ACTIVITY — Go through the entries below and work out how many lines include "WILLOW"; give only that number.

RECORDS FOR THE EXERCISE —

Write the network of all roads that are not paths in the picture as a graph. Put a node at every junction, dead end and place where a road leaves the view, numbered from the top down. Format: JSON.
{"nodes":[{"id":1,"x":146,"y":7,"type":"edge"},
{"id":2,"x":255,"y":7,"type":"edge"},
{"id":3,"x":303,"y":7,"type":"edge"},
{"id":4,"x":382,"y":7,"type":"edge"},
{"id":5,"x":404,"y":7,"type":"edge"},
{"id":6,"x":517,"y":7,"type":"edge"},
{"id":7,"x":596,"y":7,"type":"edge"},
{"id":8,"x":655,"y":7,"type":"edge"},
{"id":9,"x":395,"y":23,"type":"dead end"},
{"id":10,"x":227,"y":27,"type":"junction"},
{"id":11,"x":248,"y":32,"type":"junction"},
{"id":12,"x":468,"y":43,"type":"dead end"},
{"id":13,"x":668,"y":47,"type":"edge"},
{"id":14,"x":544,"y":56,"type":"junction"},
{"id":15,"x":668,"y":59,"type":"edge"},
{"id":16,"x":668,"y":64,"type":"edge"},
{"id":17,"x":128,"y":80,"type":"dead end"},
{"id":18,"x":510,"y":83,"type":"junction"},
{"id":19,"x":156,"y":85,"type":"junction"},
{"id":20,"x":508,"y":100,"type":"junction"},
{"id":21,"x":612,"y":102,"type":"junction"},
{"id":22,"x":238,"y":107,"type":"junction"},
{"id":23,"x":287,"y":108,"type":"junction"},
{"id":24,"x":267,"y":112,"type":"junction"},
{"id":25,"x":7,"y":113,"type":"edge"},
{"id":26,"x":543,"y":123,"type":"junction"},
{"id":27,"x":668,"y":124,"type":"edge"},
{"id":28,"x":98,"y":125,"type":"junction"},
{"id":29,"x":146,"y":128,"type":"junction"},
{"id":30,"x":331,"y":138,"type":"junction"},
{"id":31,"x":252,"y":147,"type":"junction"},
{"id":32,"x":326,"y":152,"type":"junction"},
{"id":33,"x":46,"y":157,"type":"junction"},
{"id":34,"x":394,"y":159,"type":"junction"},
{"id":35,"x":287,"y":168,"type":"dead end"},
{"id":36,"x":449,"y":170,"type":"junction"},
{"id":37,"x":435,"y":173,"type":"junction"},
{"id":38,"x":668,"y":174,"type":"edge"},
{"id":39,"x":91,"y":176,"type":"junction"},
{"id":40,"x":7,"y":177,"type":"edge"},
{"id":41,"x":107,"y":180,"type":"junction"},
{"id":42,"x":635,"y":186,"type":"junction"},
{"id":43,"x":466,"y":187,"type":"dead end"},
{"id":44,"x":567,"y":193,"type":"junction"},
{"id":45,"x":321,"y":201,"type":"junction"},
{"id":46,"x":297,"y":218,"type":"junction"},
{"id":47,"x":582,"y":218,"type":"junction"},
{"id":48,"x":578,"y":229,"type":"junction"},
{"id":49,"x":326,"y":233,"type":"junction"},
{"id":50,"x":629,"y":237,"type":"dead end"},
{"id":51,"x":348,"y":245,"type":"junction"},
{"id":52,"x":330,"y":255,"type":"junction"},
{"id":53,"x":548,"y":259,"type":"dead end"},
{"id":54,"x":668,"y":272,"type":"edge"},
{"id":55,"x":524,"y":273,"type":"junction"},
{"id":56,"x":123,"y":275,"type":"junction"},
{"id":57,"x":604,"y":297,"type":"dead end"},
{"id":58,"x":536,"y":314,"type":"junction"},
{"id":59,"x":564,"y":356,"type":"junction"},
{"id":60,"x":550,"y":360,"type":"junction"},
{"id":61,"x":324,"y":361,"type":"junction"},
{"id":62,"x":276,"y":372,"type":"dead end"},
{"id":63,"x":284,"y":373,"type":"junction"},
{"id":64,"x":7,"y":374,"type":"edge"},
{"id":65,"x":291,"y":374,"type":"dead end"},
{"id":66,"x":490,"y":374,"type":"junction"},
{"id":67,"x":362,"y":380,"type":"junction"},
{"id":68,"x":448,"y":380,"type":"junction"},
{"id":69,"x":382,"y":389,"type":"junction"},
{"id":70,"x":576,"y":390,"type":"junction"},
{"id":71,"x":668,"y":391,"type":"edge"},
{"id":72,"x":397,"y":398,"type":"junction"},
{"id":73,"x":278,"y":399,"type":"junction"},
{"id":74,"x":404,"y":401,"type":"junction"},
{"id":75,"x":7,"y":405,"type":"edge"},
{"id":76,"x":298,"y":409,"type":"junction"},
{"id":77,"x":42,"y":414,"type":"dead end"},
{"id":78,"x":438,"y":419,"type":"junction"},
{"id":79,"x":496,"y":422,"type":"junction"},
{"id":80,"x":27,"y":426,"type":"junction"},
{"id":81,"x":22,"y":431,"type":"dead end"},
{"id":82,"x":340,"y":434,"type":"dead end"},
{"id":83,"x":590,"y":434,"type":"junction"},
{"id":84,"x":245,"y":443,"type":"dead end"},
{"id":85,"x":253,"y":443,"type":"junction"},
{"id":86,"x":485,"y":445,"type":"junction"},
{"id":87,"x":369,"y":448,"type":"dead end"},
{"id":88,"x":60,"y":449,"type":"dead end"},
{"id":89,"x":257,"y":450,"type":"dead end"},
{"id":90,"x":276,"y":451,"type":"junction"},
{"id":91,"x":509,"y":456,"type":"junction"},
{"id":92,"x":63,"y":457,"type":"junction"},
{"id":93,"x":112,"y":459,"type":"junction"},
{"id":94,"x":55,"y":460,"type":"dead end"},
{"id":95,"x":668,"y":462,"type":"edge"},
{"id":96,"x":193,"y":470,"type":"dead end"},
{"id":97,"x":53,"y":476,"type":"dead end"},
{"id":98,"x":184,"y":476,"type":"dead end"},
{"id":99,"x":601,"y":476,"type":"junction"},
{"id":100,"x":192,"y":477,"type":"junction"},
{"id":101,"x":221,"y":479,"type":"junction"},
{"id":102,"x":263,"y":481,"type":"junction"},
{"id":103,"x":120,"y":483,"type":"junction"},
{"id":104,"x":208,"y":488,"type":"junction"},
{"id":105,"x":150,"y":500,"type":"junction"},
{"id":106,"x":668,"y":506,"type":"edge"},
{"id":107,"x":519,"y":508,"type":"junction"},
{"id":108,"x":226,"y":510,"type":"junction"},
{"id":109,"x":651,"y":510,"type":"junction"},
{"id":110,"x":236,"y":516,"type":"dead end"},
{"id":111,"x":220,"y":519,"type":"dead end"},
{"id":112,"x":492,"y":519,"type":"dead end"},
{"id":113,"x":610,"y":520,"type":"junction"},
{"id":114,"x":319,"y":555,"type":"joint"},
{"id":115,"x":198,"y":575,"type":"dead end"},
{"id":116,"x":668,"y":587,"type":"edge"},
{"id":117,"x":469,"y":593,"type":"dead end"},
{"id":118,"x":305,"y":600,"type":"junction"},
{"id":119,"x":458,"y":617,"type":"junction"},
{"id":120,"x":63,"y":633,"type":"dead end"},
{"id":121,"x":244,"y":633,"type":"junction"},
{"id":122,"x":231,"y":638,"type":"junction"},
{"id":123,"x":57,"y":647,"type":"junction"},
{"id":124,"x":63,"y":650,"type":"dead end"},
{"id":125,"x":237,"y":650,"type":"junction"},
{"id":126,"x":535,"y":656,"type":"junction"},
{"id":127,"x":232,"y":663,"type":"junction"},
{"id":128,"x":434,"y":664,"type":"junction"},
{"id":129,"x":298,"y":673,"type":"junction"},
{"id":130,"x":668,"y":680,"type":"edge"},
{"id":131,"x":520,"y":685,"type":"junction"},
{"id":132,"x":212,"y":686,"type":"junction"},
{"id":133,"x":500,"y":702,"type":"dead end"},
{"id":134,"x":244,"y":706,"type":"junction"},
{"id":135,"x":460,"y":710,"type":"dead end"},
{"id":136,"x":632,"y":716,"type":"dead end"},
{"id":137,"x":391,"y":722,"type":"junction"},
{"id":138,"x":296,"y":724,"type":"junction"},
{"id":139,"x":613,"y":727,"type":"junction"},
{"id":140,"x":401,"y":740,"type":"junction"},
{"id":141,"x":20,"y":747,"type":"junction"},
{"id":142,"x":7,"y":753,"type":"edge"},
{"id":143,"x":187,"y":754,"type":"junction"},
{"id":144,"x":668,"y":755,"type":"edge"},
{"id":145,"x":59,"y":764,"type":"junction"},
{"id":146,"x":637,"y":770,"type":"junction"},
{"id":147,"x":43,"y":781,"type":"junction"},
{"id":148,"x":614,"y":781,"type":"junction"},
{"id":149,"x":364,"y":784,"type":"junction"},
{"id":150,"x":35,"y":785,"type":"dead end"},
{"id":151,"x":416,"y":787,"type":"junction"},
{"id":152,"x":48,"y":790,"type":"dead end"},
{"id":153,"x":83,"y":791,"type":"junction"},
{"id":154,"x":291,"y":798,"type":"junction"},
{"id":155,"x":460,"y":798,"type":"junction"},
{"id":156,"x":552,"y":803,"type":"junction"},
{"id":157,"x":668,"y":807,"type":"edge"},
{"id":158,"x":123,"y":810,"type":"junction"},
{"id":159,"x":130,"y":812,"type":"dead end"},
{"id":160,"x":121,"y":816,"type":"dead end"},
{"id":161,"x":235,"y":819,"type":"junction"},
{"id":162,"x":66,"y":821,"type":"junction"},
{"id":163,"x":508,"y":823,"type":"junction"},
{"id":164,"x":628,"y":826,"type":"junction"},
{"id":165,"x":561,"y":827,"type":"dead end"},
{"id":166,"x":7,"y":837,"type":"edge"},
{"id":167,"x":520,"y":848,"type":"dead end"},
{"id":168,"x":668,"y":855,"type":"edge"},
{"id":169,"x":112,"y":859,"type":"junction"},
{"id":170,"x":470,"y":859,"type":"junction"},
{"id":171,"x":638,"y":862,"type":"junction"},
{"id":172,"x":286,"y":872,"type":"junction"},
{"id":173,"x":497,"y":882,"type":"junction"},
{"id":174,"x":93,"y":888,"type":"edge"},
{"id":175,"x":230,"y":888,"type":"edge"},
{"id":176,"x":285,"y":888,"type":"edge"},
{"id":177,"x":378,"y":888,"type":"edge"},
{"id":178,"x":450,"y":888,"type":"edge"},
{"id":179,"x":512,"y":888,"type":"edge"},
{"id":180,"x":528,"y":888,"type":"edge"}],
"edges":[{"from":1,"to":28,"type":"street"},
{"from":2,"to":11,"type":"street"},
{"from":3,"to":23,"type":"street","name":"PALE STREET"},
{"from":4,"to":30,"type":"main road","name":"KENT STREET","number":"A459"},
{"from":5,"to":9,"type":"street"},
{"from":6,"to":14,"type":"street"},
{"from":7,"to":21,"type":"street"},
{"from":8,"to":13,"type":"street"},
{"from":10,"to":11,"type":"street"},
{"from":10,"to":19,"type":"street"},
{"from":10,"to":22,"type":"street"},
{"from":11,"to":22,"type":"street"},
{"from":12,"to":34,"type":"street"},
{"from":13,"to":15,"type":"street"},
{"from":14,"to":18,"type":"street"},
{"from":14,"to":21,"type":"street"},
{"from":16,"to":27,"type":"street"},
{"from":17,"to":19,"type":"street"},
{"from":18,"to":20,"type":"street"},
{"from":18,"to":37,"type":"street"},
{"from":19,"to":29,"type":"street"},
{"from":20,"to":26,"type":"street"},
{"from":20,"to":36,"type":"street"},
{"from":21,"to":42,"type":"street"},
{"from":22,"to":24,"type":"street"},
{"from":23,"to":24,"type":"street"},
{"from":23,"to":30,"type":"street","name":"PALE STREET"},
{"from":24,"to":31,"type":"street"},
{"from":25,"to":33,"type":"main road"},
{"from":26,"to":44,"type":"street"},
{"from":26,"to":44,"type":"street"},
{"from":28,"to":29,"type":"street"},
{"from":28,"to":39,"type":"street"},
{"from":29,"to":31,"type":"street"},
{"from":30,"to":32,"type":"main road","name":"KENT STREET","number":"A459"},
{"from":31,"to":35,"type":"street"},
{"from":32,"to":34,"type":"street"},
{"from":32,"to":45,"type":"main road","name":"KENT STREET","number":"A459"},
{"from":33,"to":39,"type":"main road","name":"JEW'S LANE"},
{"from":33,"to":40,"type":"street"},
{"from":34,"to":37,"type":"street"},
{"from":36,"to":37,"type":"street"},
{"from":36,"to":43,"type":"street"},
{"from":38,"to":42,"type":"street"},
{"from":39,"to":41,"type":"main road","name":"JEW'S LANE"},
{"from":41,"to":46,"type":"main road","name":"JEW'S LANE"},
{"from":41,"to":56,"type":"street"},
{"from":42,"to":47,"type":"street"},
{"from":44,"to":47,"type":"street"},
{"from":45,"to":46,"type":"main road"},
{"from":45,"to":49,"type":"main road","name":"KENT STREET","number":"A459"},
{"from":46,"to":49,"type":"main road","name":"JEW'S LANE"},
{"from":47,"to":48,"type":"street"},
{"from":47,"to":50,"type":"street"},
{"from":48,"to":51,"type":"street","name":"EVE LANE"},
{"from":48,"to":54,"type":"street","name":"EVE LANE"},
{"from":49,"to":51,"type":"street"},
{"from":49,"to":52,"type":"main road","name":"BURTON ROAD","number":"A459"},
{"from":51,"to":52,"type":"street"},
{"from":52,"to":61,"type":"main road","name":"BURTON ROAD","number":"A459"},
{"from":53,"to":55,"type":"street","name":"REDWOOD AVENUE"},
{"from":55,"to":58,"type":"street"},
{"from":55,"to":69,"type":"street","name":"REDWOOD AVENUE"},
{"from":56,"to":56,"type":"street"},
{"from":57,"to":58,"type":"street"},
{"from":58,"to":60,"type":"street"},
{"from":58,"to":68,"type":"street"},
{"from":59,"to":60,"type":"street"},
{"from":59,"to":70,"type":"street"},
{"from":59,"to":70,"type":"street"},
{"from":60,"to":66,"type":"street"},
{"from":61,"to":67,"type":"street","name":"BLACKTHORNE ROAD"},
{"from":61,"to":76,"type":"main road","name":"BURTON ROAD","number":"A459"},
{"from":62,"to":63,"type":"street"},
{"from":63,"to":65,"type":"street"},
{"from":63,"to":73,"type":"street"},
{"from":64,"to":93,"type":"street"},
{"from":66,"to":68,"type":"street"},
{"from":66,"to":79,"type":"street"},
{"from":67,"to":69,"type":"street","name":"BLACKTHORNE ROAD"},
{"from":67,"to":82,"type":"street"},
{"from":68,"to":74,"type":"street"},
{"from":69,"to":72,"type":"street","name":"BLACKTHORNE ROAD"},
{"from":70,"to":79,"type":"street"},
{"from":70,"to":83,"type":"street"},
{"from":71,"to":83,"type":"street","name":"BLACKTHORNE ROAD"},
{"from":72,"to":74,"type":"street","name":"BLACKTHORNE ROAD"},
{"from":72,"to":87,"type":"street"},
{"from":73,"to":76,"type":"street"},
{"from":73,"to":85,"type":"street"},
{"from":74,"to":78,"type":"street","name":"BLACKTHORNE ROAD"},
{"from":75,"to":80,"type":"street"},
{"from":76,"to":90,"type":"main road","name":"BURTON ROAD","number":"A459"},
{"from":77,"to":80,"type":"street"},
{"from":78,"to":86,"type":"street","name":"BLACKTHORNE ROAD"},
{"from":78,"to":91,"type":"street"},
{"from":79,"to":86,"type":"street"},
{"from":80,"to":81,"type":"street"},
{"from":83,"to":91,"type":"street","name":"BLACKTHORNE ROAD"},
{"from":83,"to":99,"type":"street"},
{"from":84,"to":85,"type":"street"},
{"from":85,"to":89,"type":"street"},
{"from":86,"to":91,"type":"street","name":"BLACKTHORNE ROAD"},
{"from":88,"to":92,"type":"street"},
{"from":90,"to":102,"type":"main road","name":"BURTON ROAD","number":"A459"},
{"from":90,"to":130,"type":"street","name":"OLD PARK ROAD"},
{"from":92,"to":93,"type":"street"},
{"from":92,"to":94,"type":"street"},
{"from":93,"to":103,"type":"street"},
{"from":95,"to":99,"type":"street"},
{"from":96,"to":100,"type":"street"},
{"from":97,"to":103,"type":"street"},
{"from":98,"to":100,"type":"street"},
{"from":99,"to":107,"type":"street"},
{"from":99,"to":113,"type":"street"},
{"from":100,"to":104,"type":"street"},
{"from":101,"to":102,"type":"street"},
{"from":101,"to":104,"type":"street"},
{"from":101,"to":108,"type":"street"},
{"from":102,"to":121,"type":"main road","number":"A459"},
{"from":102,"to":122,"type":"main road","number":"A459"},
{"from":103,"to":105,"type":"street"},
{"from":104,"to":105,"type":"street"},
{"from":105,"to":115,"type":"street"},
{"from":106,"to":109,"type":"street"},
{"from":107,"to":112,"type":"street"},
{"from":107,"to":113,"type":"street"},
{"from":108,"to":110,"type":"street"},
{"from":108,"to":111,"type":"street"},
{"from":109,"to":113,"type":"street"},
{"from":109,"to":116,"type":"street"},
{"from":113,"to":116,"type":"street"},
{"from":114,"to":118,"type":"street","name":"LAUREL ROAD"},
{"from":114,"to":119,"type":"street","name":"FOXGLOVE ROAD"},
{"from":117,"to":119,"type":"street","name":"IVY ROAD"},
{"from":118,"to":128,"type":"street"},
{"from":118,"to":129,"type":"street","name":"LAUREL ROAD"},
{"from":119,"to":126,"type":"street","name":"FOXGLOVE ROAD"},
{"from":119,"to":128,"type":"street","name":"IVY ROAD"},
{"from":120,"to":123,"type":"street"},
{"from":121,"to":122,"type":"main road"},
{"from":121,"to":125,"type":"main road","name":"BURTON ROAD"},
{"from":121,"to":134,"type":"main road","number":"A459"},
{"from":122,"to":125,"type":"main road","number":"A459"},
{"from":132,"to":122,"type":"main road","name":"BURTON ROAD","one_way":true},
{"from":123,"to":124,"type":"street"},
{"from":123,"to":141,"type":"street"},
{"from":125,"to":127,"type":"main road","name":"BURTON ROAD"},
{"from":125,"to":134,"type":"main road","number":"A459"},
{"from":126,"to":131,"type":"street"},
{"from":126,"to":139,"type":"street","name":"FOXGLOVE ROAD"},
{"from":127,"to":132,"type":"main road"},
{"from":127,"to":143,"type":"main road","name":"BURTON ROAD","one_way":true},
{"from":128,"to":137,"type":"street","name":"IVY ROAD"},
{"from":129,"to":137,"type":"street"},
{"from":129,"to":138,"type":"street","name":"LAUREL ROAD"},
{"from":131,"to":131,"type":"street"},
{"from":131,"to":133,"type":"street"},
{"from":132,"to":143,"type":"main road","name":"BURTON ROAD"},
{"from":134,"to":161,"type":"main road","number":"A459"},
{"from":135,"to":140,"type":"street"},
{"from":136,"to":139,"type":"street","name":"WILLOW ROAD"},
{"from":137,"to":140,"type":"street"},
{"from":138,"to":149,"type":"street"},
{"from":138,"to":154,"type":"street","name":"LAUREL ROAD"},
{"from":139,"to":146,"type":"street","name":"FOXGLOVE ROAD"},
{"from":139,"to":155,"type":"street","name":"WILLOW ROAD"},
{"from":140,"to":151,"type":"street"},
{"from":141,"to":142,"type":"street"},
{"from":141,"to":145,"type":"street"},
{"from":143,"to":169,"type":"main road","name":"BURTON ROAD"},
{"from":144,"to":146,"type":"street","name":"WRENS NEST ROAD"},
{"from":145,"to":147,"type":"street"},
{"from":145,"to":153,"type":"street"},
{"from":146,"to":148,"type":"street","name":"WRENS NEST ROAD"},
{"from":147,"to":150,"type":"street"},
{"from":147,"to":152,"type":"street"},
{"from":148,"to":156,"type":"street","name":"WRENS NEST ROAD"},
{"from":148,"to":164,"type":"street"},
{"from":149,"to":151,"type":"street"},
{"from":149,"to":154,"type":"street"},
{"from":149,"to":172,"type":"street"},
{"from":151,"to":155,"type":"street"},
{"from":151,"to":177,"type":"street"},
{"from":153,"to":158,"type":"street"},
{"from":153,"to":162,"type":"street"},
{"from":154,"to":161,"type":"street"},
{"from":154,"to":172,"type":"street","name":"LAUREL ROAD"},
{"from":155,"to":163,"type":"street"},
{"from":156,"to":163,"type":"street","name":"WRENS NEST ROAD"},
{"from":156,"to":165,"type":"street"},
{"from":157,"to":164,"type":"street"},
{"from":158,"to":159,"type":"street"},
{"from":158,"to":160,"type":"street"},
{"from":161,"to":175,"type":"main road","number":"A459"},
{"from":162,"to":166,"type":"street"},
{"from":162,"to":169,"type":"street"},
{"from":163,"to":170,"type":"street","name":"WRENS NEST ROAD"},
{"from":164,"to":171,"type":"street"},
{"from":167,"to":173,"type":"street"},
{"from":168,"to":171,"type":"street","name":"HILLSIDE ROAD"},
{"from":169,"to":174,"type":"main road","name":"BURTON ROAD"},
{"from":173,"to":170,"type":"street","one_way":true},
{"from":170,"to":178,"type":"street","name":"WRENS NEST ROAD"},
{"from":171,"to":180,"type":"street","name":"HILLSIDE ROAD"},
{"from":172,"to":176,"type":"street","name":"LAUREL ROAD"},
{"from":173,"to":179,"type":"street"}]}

RESULT BELOW — 2